§ **ASSIGNMENT**
Write the listing out once more, identical to the original but without pictures.

========

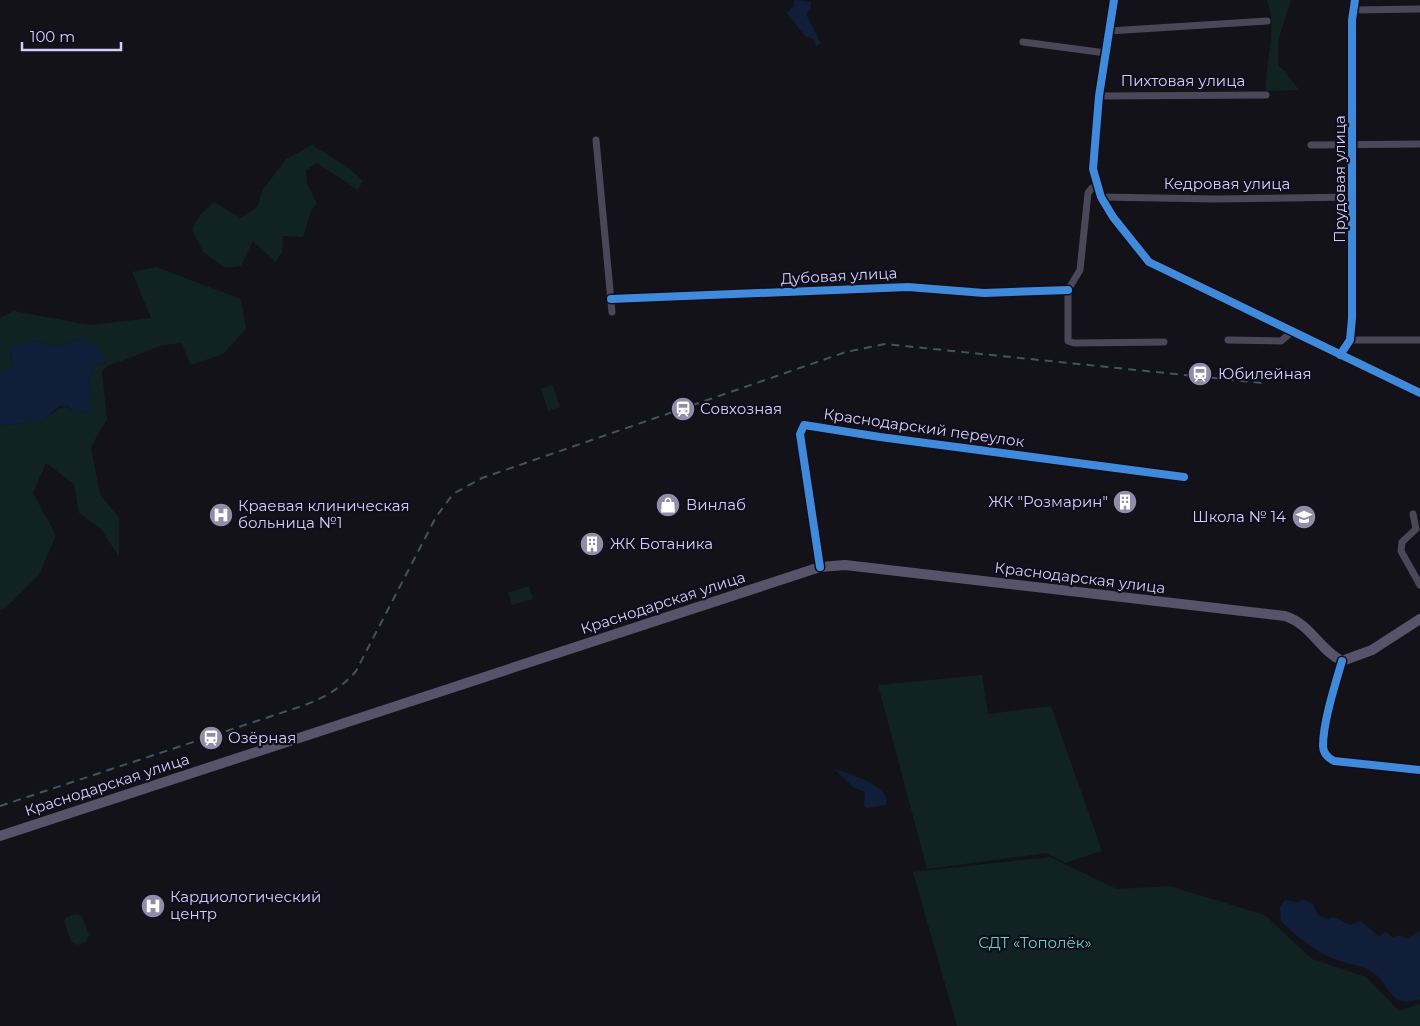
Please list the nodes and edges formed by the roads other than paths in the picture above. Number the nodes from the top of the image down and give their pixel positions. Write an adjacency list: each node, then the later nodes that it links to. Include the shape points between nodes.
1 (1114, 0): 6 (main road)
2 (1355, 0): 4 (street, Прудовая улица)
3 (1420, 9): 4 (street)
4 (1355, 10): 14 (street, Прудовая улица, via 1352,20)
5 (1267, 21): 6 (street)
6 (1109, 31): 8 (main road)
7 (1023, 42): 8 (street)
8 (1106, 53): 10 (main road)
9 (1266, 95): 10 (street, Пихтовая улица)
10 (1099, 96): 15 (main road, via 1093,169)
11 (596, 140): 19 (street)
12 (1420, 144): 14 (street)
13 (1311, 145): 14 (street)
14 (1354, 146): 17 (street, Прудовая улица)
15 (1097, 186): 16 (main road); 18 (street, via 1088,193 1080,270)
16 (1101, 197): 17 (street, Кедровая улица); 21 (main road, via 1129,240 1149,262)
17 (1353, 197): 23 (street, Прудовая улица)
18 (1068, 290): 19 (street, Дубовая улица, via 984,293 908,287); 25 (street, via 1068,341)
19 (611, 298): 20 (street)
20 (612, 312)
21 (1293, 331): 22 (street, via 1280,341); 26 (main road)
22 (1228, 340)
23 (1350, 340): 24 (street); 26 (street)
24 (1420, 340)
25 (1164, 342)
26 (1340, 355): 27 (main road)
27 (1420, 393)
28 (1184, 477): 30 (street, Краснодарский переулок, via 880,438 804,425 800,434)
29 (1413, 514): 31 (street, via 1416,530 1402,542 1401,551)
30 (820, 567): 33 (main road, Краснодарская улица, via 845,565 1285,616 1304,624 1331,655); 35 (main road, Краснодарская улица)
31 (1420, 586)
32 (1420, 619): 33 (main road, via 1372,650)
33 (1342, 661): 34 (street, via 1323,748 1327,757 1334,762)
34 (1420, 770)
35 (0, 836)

========

§ **ANSWER SECTION**
Please list the nodes and edges formed by the roads other than paths in the picture above. Number the nodes from the top of the image down and give their pixel positions. Write an adjacency list: each node, then the later nodes that it links to. Include the shape points between nodes.
1 (1114, 0): 6 (main road)
2 (1355, 0): 4 (street, Прудовая улица)
3 (1420, 9): 4 (street)
4 (1355, 10): 14 (street, Прудовая улица, via 1352,20)
5 (1267, 21): 6 (street)
6 (1109, 31): 8 (main road)
7 (1023, 42): 8 (street)
8 (1106, 53): 10 (main road)
9 (1266, 95): 10 (street, Пихтовая улица)
10 (1099, 96): 15 (main road, via 1093,169)
11 (596, 140): 19 (street)
12 (1420, 144): 14 (street)
13 (1311, 145): 14 (street)
14 (1354, 146): 17 (street, Прудовая улица)
15 (1097, 186): 16 (main road); 18 (street, via 1088,193 1080,270)
16 (1101, 197): 17 (street, Кедровая улица); 21 (main road, via 1129,240 1149,262)
17 (1353, 197): 23 (street, Прудовая улица)
18 (1068, 290): 19 (street, Дубовая улица, via 984,293 908,287); 25 (street, via 1068,341)
19 (611, 298): 20 (street)
20 (612, 312)
21 (1293, 331): 22 (street, via 1280,341); 26 (main road)
22 (1228, 340)
23 (1350, 340): 24 (street); 26 (street)
24 (1420, 340)
25 (1164, 342)
26 (1340, 355): 27 (main road)
27 (1420, 393)
28 (1184, 477): 30 (street, Краснодарский переулок, via 880,438 804,425 800,434)
29 (1413, 514): 31 (street, via 1416,530 1402,542 1401,551)
30 (820, 567): 33 (main road, Краснодарская улица, via 845,565 1285,616 1304,624 1331,655); 35 (main road, Краснодарская улица)
31 (1420, 586)
32 (1420, 619): 33 (main road, via 1372,650)
33 (1342, 661): 34 (street, via 1323,748 1327,757 1334,762)
34 (1420, 770)
35 (0, 836)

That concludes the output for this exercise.